Data to process:
BEGIN

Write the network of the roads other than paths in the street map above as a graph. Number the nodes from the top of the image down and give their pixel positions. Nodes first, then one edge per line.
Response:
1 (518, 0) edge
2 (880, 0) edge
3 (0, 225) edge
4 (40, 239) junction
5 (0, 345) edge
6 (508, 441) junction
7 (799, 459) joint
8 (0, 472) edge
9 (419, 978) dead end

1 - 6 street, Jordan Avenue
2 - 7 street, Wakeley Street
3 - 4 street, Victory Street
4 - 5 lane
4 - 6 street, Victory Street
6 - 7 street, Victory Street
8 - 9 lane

END

Task: Retyping every line above exactly is all that is needed.

Exercise result:
Write the network of the roads other than paths in the street map above as a graph. Number the nodes from the top of the image down and give their pixel positions. Nodes first, then one edge per line.
Response:
1 (518, 0) edge
2 (880, 0) edge
3 (0, 225) edge
4 (40, 239) junction
5 (0, 345) edge
6 (508, 441) junction
7 (799, 459) joint
8 (0, 472) edge
9 (419, 978) dead end

1 - 6 street, Jordan Avenue
2 - 7 street, Wakeley Street
3 - 4 street, Victory Street
4 - 5 lane
4 - 6 street, Victory Street
6 - 7 street, Victory Street
8 - 9 lane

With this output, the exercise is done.